Хозяин кафе, в котором я очутился, в политике с некоторых пор пускал в ход свои таланты учителя красноречия только в тех случаях, когда речь шла о деле Дрейфуса. Если он не узнавал привычных слов в речах посетителя или в колонках газеты, он объявлял статью убийственно скучной, а посетителя лицемером. Принц де Фуа, напротив, привел его в такое восхищение, что он еле дал собеседнику закончить фразу. «Прекрасно сказано, ваше высочество, прекрасно сказано (имелось в виду — урок рассказан без единой ошибки), так и есть, так и есть», — воскликнул он, дойдя, как говорится в «Тысяче и одной ночи», «до предела удовлетворения». Но принц уже исчез в малом зале. Затем, поскольку жизнь продолжается даже после самых странных событий, те, что выныривали из бездны тумана, заказывали кто напиток, кто ужин, а некоторые юные члены Жокей-клуба, учитывая необычность этого дня, бестрепетно усаживались за одним из двух столов в большом зале совсем рядом со мной. Природный катаклизм привел к тому, что в обоих залах, большом и малом, среди всех этих людей, вдохновленных ресторанным уютом, после долгих блужданий в океане тумана установилось братство, из которого один я был исключен; что-то подобное царило, должно быть, в Ноевом ковчеге. Вдруг я увидел, что хозяин принялся изгибаться в почтительных поклонах, в полном составе набежали метрдотели, и это привлекло внимание всех посетителей. «А ну живо позови Сиприена, стол для его сиятельства маркиза де Сен-Лу», — вскричал хозяин, для которого Робер был не только важный господин, по-настоящему влиятельный даже с точки зрения принца де Фуа, но еще и завсегдатай, живущий на широкую ногу и тратящий у него в ресторане уйму денег. Посетители большого зала смотрели на все это с любопытством, посетители малого наперебой окликали друга, вытиравшего ноги у входа. Уже входя в малый зал, он заметил в большом меня. «Боже, — вскричал он, — что ты здесь делаешь! Да еще и рядом с открытой дверью», — добавил он, бросив яростный взгляд на хозяина, который бросился ее закрывать, перекладывая вину на официантов: «Я всегда им говорю, чтобы закрывали».

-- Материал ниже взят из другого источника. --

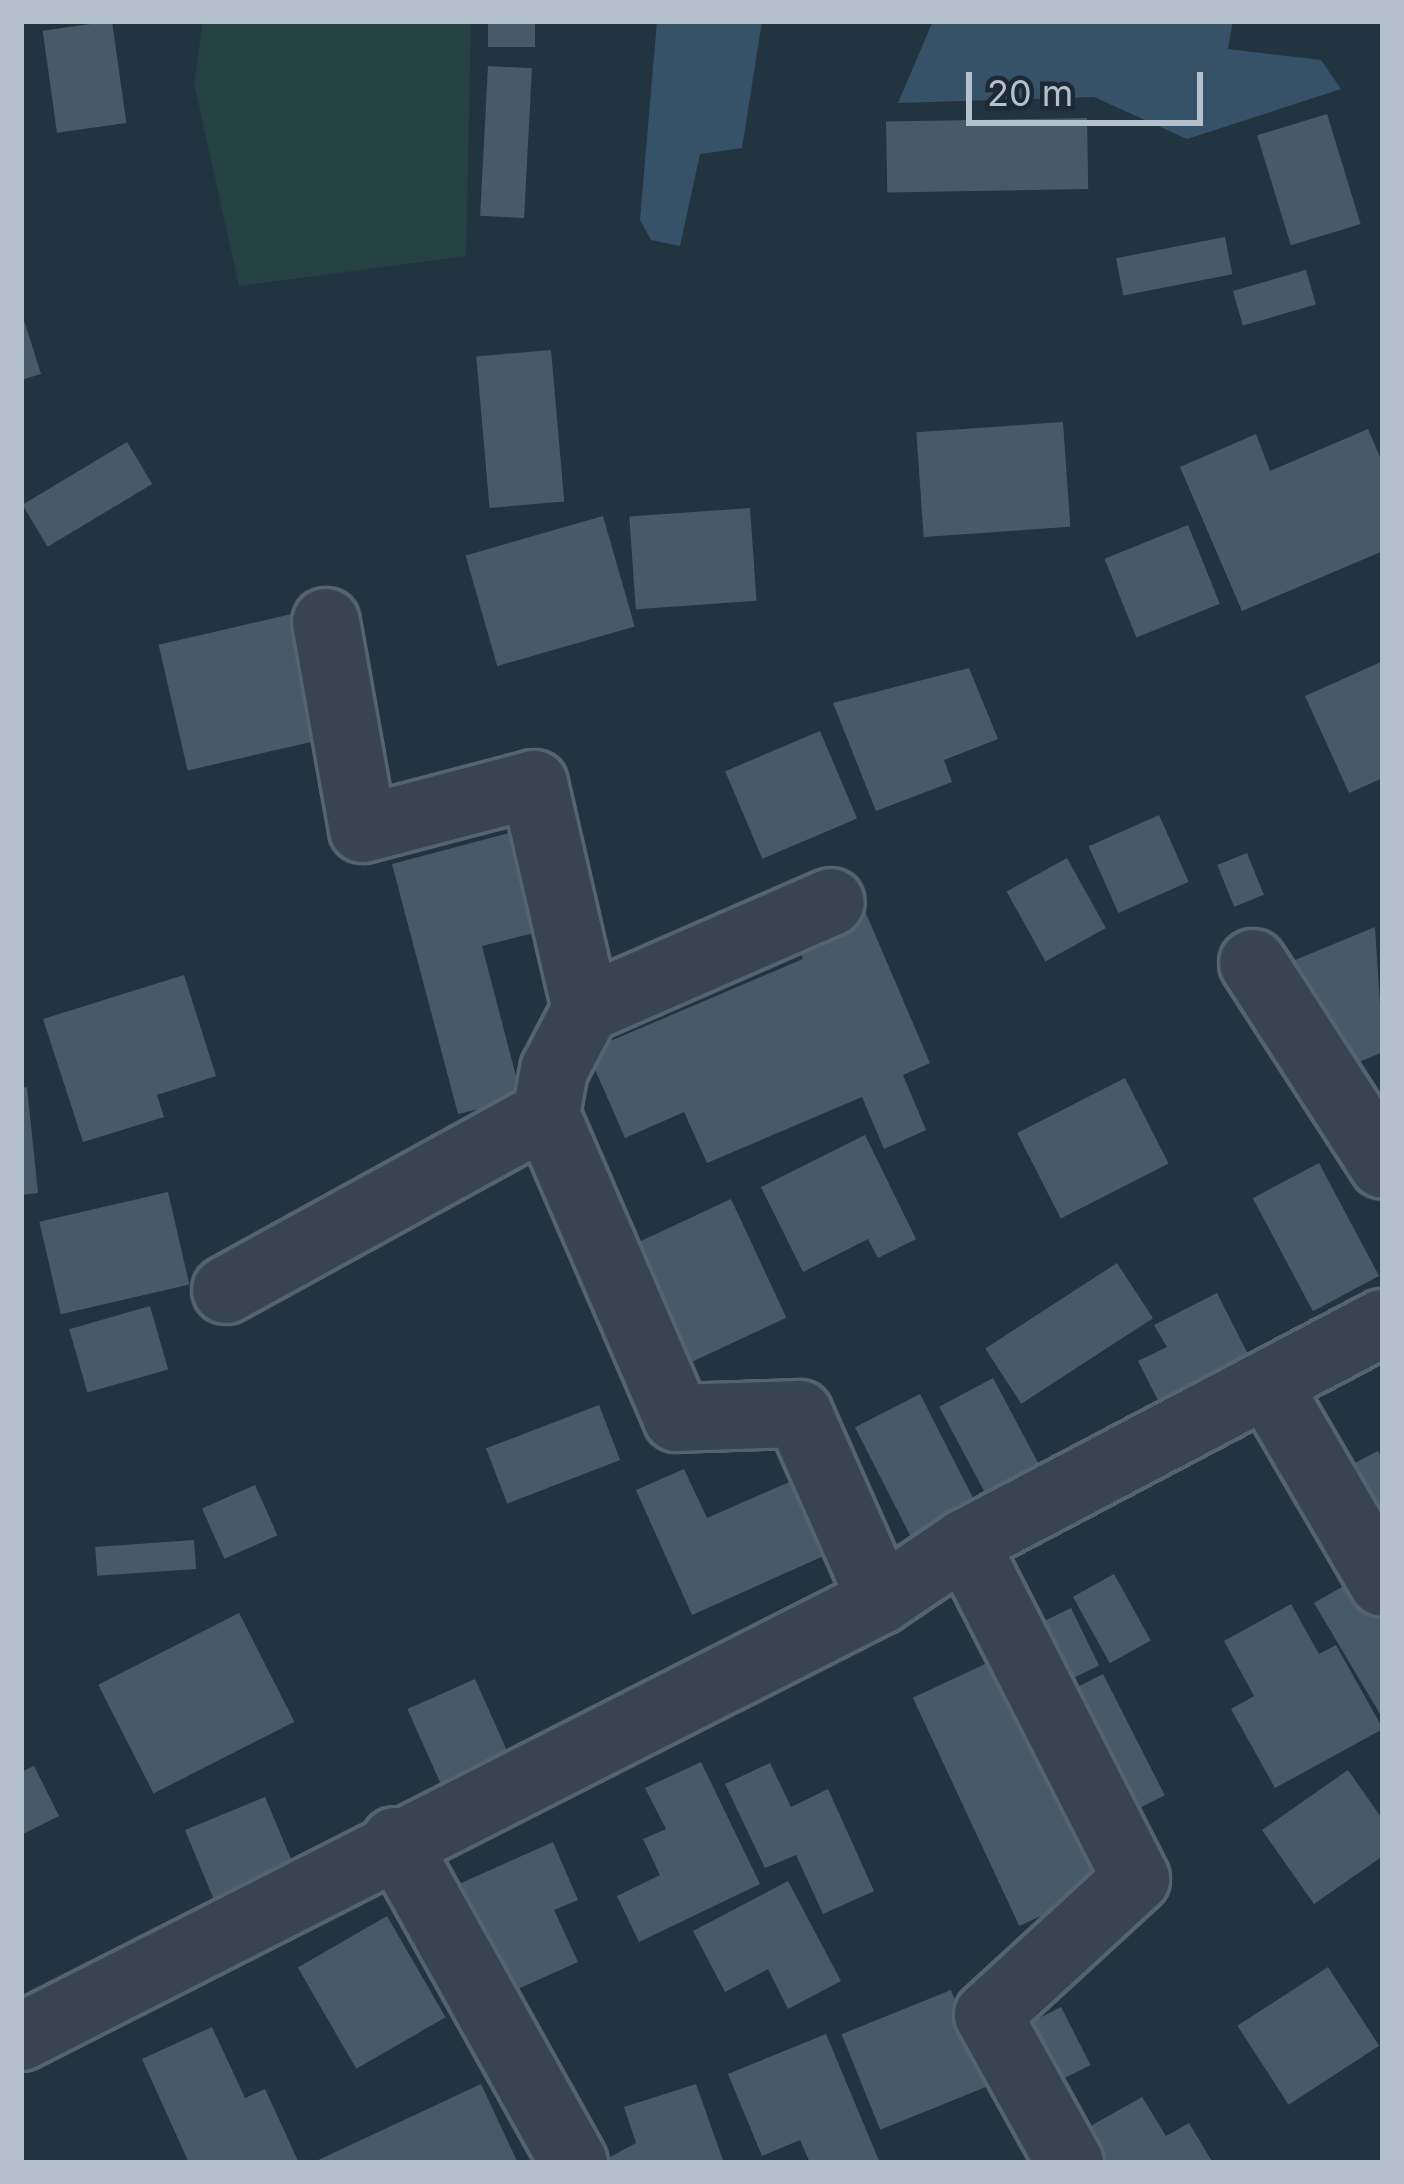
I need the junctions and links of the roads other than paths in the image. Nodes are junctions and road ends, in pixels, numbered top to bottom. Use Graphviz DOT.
graph roads {
  1 [pos="326,622"];
  2 [pos="831,902"];
  3 [pos="1253,963"];
  4 [pos="586,1010"];
  5 [pos="546,1114"];
  6 [pos="1383,1166"];
  7 [pos="226,1290"];
  8 [pos="1383,1323"];
  9 [pos="1267,1384"];
  10 [pos="964,1543"];
  11 [pos="1383,1583"];
  12 [pos="880,1600"];
  13 [pos="394,1841"];
  14 [pos="21,2037"];
  15 [pos="574,2163"];
  16 [pos="1070,2163"];
  1 -- 4 [label="street"];
  2 -- 4 [label="street"];
  3 -- 6 [label="street"];
  4 -- 5 [label="street"];
  5 -- 7 [label="street"];
  5 -- 12 [label="street"];
  8 -- 9 [label="street"];
  9 -- 10 [label="street"];
  9 -- 11 [label="street"];
  10 -- 12 [label="street"];
  10 -- 16 [label="street"];
  12 -- 13 [label="street"];
  13 -- 14 [label="street"];
  13 -- 15 [label="street"];
}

Чтобы добраться до Робера, мне пришлось побеспокоить всех, кто сидел за моим столом и за соседними. «Зачем ты встаешь? Тебе хотелось пообедать здесь, а не в малом зале? Но, милый ты мой, ты же здесь замерзнешь. Сделайте милость, заколотите вы эту дверь», — обратился он к хозяину. «Сию же минуту, ваше сиятельство, все посетители будут входить через малый зал, вот и все». И чтобы получше доказать свое усердие, он призвал для этой операции метрдотеля и нескольких официантов, во всю глотку изрыгая страшные угрозы на случай, если все не будет сделано как надо. Мне он всячески выражал глубочайшее почтение, правда лишь после того, как увидел, насколько меня почитает Сен-Лу, но чтобы я, упаси бог, не подумал, что все это только из-за моей дружбы с его богатым и высокородным завсегдатаем, он ухитрялся украдкой посылать мне милые улыбки, которые, видимо, выражали его личную симпатию.
На секунду я обернулся на голос одного из посетителей и тут же отвернулся, чтобы он меня не узнал. Дело в том, что, ожидая чего-нибудь вроде: «Крылышко цыпленка, прекрасно, немного шампанского, но не слишком сухого», я услышал: «Я бы выбрал глицерин. Да, да, теплый». Мне было любопытно, кто этот аскет, составивший себе такое меню. Странным гурманом оказался просто-напросто знакомый врач, у которого просил совета какой-то пациент, благо из-за тумана они оказались рядом. Врачи, как биржевые маклеры, всегда говорят «я».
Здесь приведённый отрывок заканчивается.